3. Political Reactions and Competing Narratives: Inclusion Versus Cultural Concern
Advocates framed the law as a step toward religious liberty and inclusion for Washington’s Muslim population and an effort to reduce barriers faced by students and workers who observe faith‑based holidays [1] [2]. Opponents and commentators used alarmist framing—some labeling the change “creeping sharia”—to argue that recognizing Muslim holidays undermines traditional values or opens the door to preferential treatment, sometimes invoking concerns about reciprocity in Muslim‑majority countries [6]. These competing narratives reflect different agendas: civic inclusion and anti‑discrimination on one side, and cultural preservation or political mobilization against perceived favoritism on the other. The statutory text and legislative intent emphasize accommodation, not legal privileging.

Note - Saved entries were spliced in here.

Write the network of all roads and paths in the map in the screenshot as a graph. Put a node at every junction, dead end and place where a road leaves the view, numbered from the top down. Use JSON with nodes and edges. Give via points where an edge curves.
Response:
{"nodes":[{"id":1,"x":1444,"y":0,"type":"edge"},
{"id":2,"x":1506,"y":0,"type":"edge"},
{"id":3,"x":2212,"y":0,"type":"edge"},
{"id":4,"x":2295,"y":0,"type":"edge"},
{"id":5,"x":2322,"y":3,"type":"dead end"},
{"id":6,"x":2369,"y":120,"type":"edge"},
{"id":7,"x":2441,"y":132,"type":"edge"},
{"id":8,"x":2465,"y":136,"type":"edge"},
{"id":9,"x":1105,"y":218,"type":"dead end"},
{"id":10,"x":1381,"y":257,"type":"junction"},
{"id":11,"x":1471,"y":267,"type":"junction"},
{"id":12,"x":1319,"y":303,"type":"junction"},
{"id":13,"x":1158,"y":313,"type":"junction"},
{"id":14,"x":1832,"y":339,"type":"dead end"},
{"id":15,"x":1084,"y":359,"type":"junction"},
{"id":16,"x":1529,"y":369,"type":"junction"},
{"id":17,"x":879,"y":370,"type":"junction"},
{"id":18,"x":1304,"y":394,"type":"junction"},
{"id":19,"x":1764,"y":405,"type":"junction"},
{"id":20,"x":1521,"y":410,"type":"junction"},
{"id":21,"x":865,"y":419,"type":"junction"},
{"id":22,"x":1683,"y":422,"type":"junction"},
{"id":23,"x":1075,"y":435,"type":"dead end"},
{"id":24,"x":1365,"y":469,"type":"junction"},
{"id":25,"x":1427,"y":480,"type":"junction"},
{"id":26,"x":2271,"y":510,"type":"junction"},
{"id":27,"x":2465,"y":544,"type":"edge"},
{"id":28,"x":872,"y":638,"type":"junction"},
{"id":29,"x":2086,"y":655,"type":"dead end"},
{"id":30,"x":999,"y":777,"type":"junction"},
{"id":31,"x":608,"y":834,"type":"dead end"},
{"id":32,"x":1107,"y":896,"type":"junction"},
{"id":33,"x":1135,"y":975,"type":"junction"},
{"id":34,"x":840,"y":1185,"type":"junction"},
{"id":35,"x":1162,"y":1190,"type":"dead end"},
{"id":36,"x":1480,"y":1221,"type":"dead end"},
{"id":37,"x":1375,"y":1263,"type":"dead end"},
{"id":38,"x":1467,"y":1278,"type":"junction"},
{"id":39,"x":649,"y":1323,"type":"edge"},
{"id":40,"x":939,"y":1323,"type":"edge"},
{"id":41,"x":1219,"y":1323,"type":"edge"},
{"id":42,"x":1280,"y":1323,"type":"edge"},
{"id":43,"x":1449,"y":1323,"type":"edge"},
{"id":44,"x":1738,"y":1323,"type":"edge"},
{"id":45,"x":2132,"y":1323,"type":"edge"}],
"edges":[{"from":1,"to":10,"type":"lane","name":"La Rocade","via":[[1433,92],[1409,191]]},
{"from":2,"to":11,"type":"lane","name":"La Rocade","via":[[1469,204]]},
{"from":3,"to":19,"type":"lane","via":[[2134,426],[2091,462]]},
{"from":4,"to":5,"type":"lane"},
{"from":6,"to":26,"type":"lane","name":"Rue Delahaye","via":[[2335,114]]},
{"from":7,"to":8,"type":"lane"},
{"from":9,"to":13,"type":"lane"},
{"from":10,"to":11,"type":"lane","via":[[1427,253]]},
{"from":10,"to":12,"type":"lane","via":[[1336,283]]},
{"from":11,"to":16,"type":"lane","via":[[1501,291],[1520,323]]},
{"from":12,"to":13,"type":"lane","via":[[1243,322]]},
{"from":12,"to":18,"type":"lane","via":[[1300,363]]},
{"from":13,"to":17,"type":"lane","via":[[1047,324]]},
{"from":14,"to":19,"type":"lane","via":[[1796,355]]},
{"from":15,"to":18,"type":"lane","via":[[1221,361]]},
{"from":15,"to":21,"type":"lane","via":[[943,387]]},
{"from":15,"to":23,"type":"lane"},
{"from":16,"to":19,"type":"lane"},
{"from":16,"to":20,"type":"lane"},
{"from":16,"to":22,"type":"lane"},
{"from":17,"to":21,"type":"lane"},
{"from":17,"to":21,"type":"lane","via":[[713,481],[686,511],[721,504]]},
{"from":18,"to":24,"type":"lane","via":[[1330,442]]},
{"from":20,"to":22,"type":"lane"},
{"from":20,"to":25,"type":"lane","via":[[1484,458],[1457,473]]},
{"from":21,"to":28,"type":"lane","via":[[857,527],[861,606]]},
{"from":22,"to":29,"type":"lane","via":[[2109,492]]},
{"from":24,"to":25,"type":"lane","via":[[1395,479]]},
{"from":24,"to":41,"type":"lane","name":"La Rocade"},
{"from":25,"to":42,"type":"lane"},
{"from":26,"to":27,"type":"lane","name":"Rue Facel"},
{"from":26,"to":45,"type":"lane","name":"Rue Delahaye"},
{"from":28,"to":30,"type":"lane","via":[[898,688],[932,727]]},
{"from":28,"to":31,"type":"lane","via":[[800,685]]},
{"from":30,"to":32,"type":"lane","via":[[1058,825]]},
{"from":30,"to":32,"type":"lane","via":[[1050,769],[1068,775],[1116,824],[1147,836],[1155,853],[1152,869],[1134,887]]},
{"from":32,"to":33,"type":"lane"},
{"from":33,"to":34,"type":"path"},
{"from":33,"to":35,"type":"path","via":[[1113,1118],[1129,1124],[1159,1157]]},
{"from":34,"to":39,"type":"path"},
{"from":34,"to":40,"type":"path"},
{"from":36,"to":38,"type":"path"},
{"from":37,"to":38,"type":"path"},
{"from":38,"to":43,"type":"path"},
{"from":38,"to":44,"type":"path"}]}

4. Broader Legal Context: Neutral Accommodation Across Faiths
Washington law already contained neutral mechanisms to accommodate religious observance: postsecondary accommodation requirements and provisions allowing employees up to two unpaid faith‑based holidays annually, subject to operational needs [3] [4]. These are religion‑neutral provisions that apply to all faiths and conscience claims and predate the 2025 recognition of Eid. The new law supplements an existing framework designed to balance individual religious practice with institutional operations, and it aligns with comparable state and federal nondiscrimination principles that protect religious exercise without endorsing or establishing religious law.
5. Bottom Line — What Is True, What Is Exaggerated, and What to Watch Next
Factually, Washington became the first state to officially recognize two Islamic holidays as state‑recognized, unpaid holidays in April 2025, and the law reinforces accommodation requirements for students and workers [1]. It is false to state that Washington adopted sharia law or enacted “sharia law holidays” in the sense of imposing Islamic legal codes on state governance; the legislation is secular and administrative in nature [7] [8]. Watch for implementation details—how institutions interpret reasonable accommodations, how employers manage unpaid leave requests, and how political discourse frames the change—as those operational and rhetorical developments will shape public perception and practical effects going forward [4] [5].